One woman at that meeting, who’d previously joined a CSA, said driving to the farm to pick up her box of produce each week wasn’t particularly convenient. Another said bad weather had caused the farmer to lose crop and so she hadn’t received as much food as expected. In response, all Steve could say to the first woman was that seeing where your food is grown is part of the CSA experience, and that many farmers also offer pickups in town for those on tighter schedules. As for the second woman’s experience, shareholders are at the same risk as the farmer. Some years are better than others. As an investor, you help assure the farmer another year in business.

We invested in 3 Fiddles Farm, run by Karin and Matthew Broughton in Bridger Canyon, north of Bozeman (learn more about this young couple in the fall issue of Zone 4). This is only their second year, but we were impressed with what they grew last year, and with their infectious enthusiasm. Karin, just a wisp, spends all day in the fields, bundled up tight from the hot sun with canvas hat, sunglasses, long pants, and long sleeves. She loves giving tours, bouncing among the rows, peeking under covers, and pointing out every variety. This year they got a grant to reduce the cost of a hoop house, which will allow them to expand their offerings both in terms of species and duration.

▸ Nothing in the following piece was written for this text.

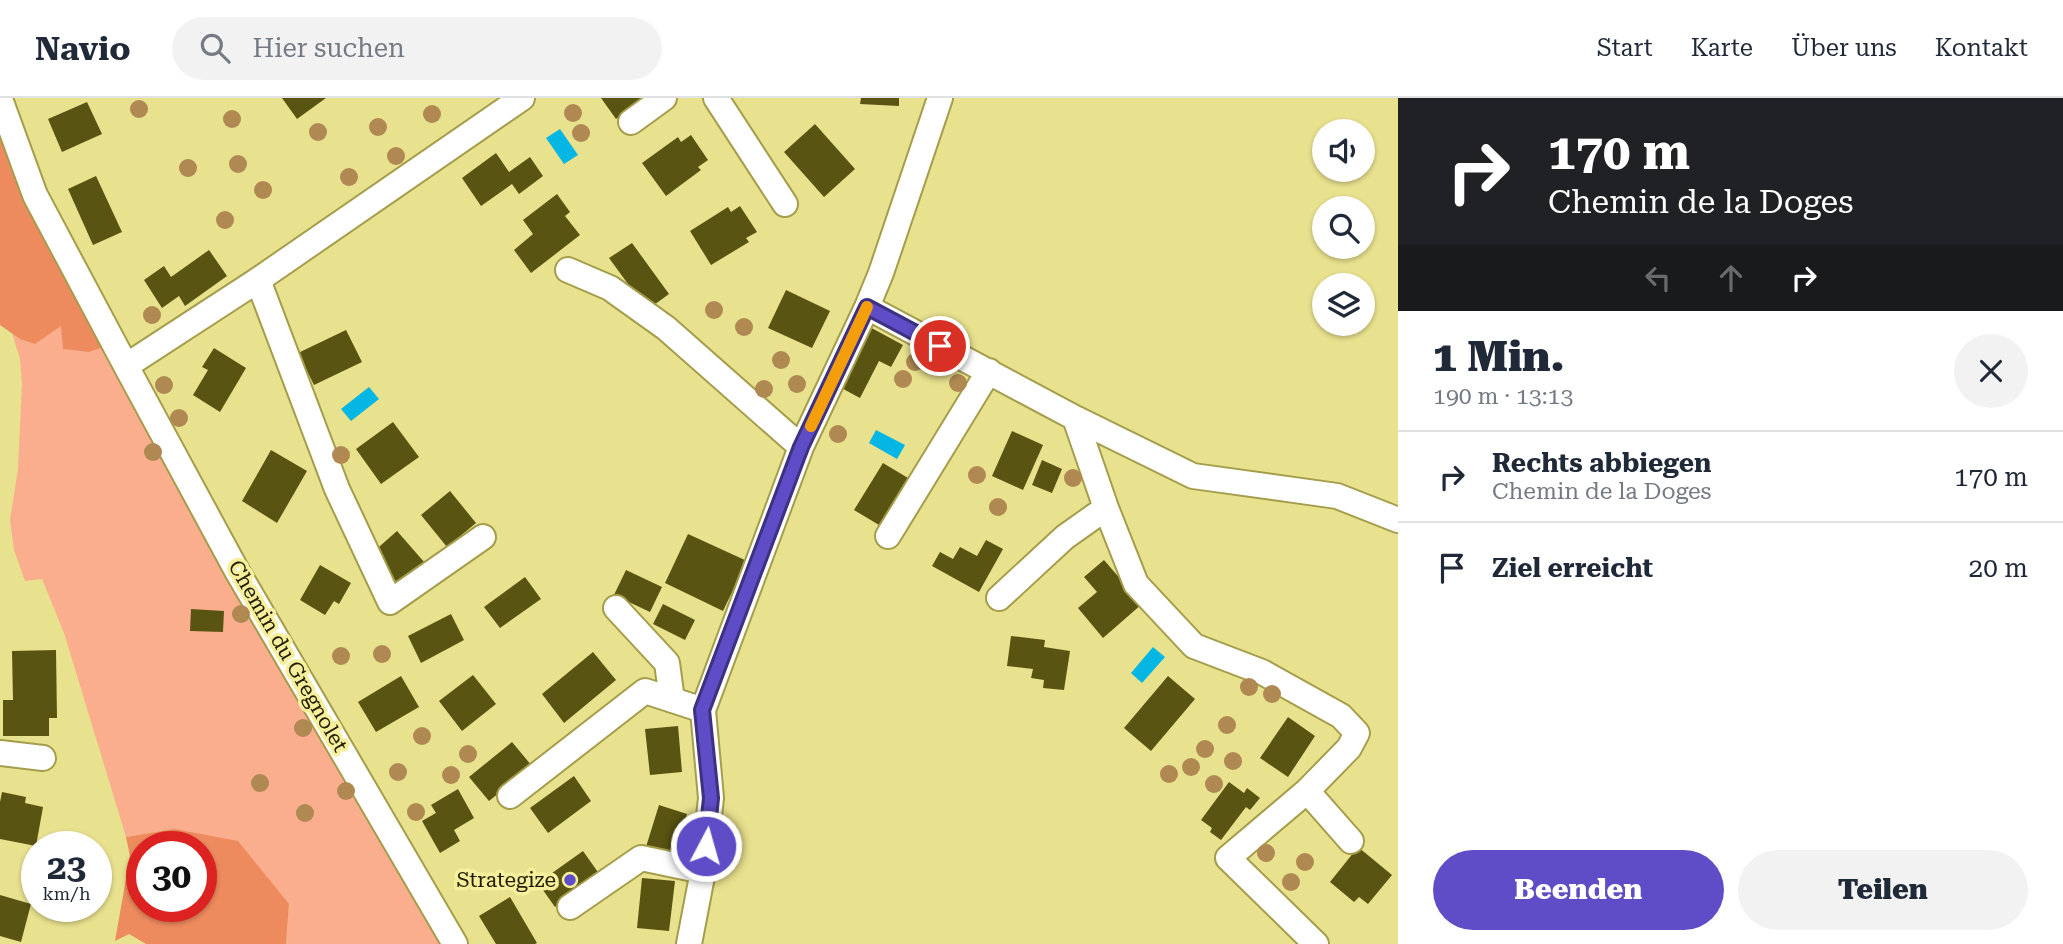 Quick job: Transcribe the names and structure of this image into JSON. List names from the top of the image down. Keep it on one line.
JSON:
{"streets":{"street":["Chemin du Gregnolet"]},"places":["Strategize"],"page":{"header":"Navio","search":"Hier suchen","nav":["Start","Karte","Über uns","Kontakt"],"turn":["170 m","Chemin de la Doges"],"heading":["1 Min.","190 m · 13:13"],"list":[{"name":"Rechts abbiegen","note":"Chemin de la Doges","value":"170 m"},{"name":"Ziel erreicht","value":"20 m"}],"speed":"23 km/h","limit":"30","buttons":["Beenden","Teilen"]}} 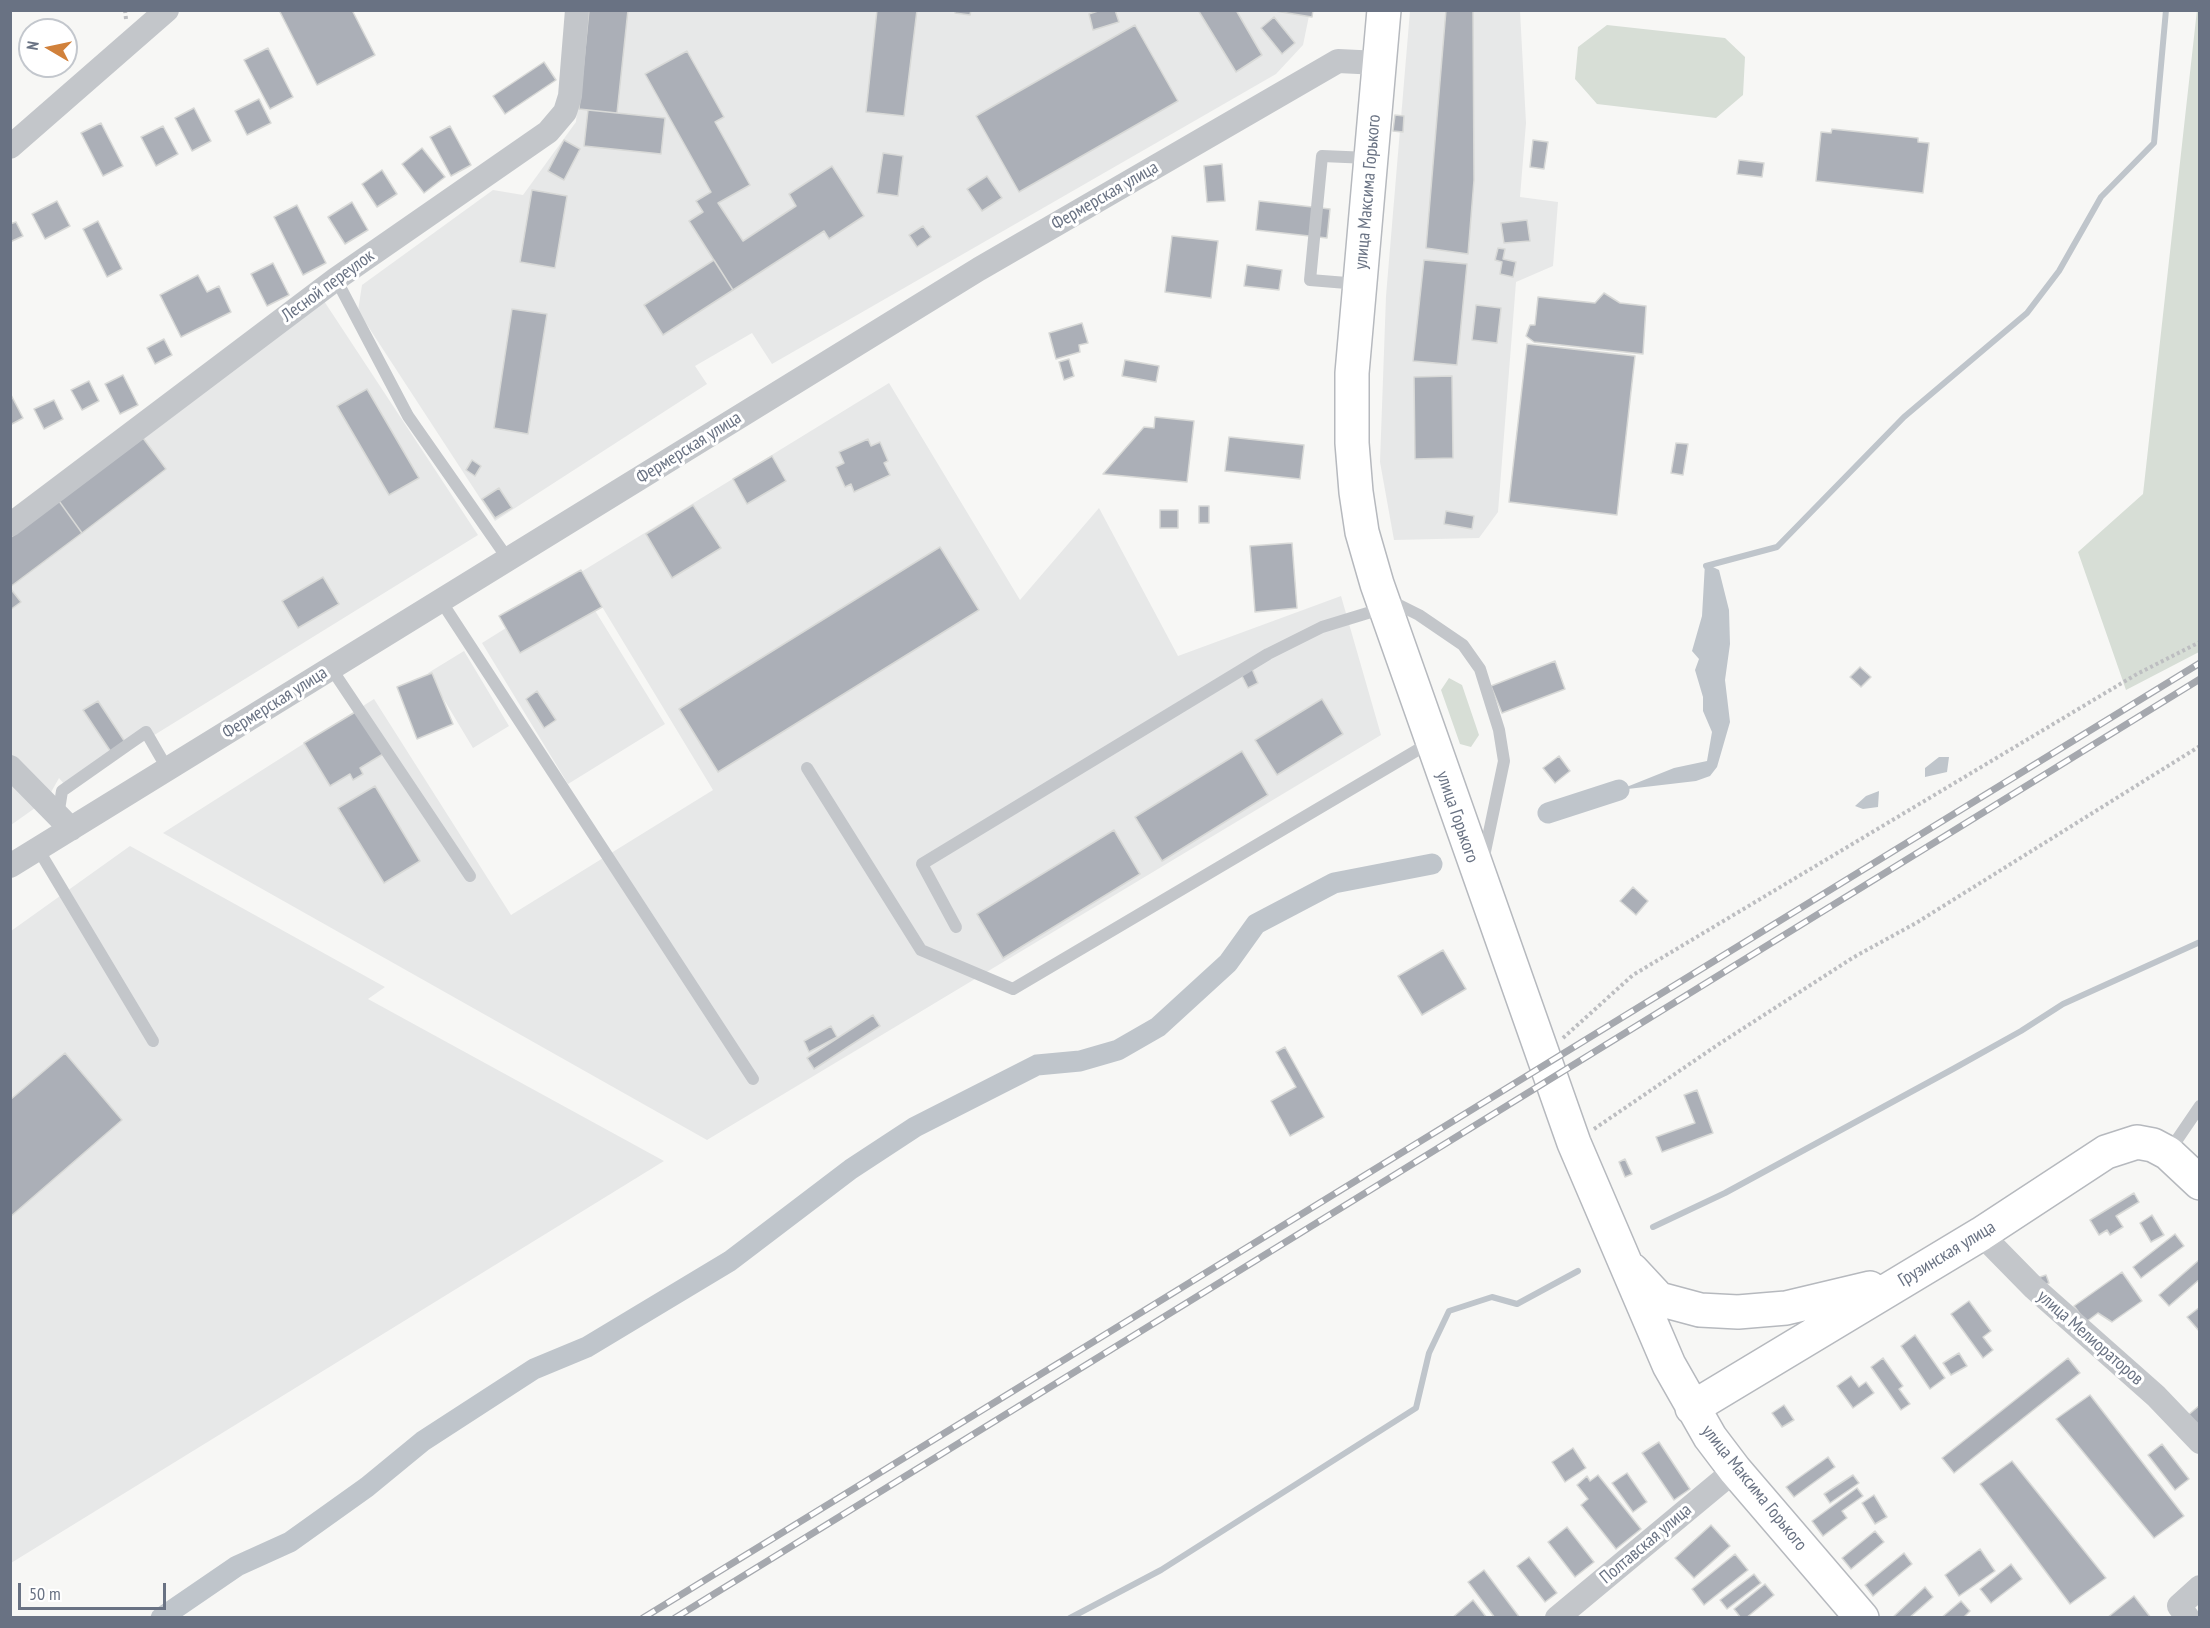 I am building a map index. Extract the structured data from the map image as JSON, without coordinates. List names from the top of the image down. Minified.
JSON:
{"streets":{"main road":["улица Максима Горького","улица Горького","Грузинская улица"],"street":["Фермерская улица","Лесной переулок","улица Мелиораторов","Полтавская улица"]},"crossings":[["улица Максима Горького","Фермерская улица"],["улица Максима Горького","улица Горького"],["улица Максима Горького","Грузинская улица"],["улица Максима Горького","Полтавская улица"],["Грузинская улица","улица Мелиораторов"]],"scale_bar":"50 m","north":"left"} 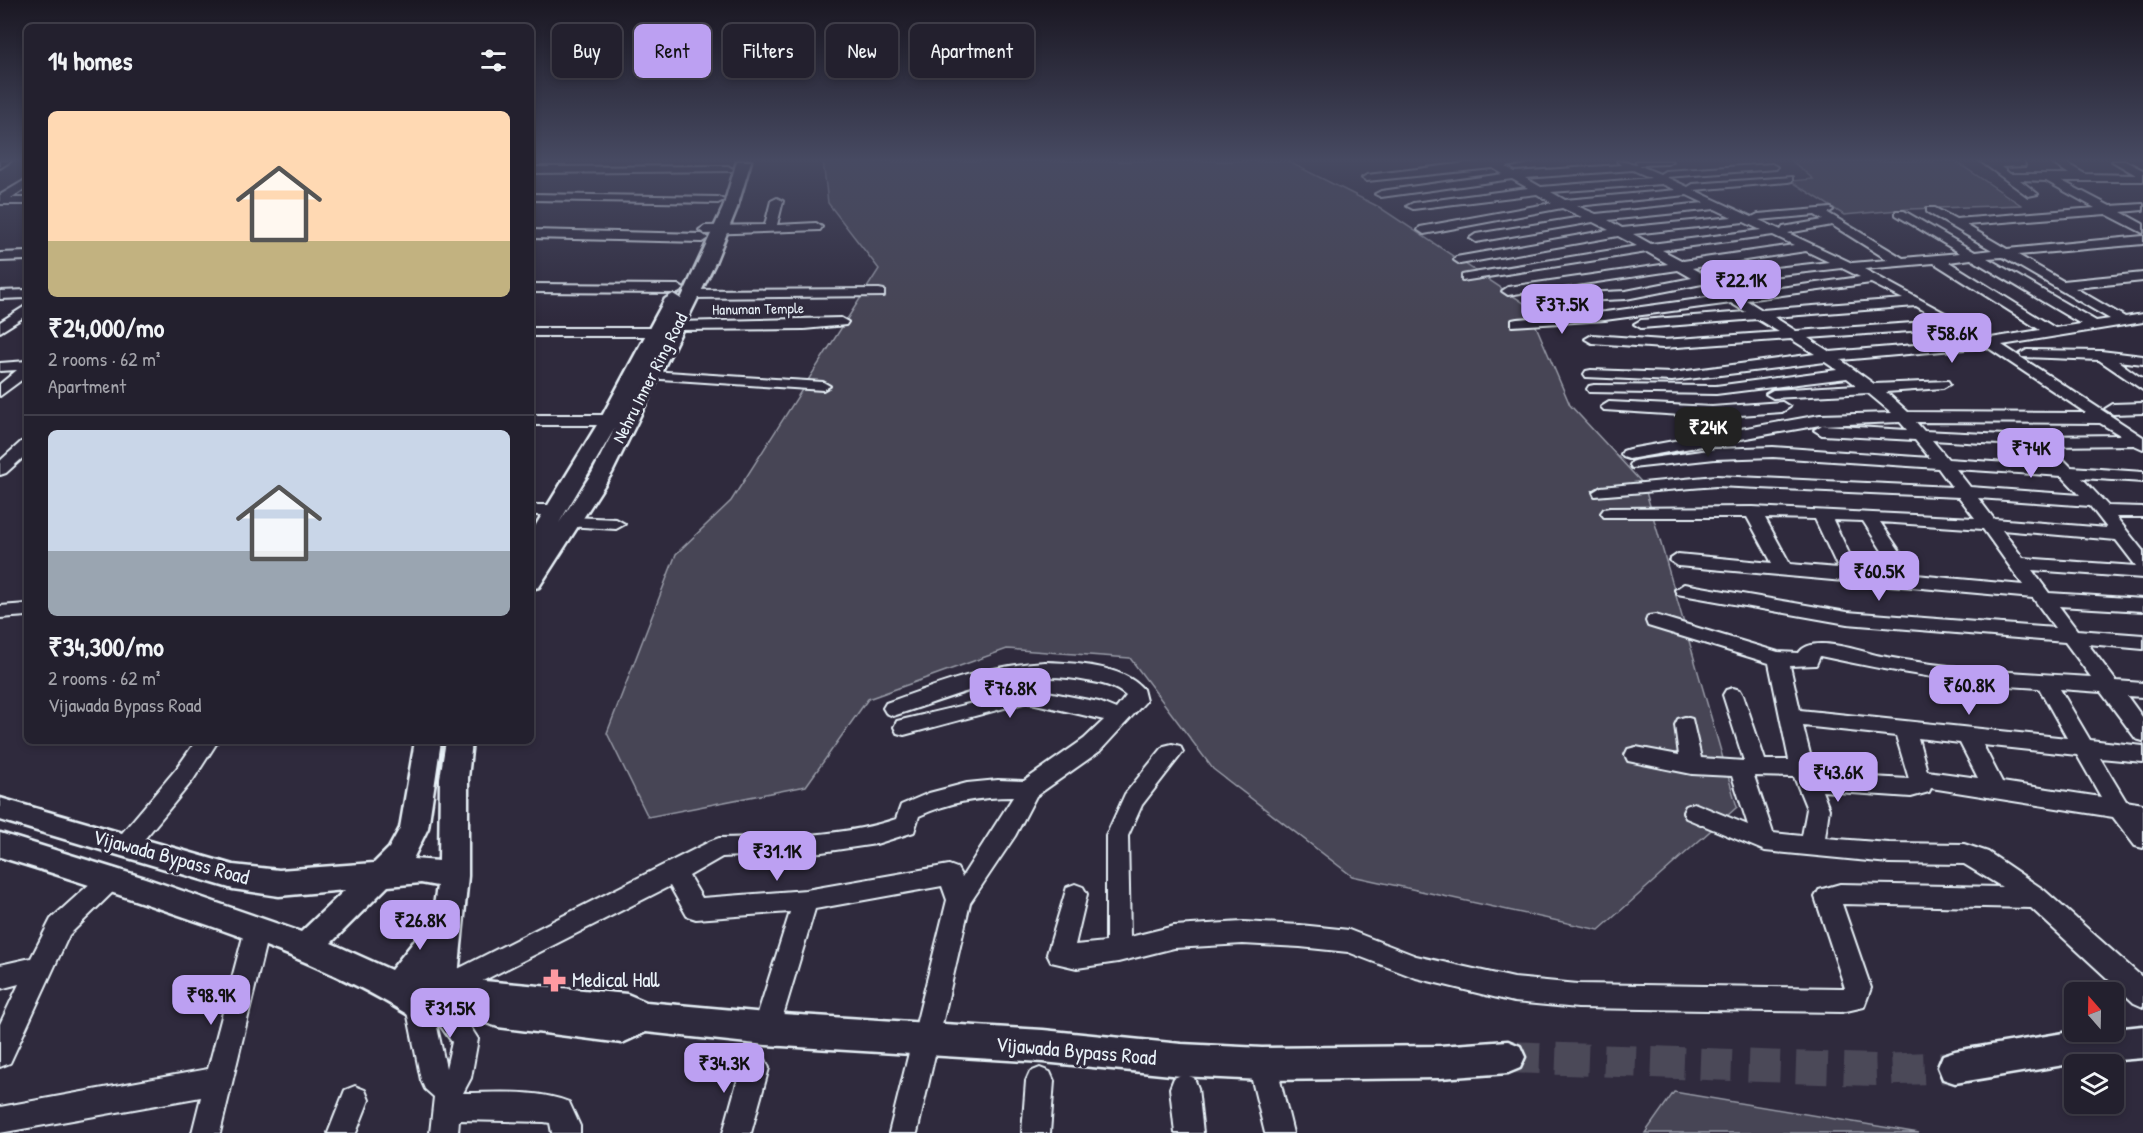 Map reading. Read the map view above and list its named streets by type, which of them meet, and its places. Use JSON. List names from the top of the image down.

This week was their first harvest. We drove out to the farm during the appointed hours (late in the afternoon, to give Karin time to harvest, rinse, and package everything. She waited in a shady area near a seasonal stream, keeping the vegetables as cool as possible. Here’s what was in our box:

  • ½ pound Gourmet lettuce
  • ½ pound Hot Shot spicy mustard greens
  • 1½ pounds Hakurei turnips
  • Bunch of French Breakfast and Cherry Belle radishes
  • Bunch of green garlic
  • Mojito mint

Karin recommends eating the turnips raw or slightly steamed, sautéed, or added to stir fries. “And the greens are fabulous, too,” she adds, “raw or cooked in combination with mustard greens or alone.”

We have a pretty diversified palette, but have never sautéed Hakurei turnips, so this will be something new for us. Not only does participating in a CSA give you fresh, local, food, it can introduce you to new and exciting tastes. Excuse me while I sharpen the big kitchen knife!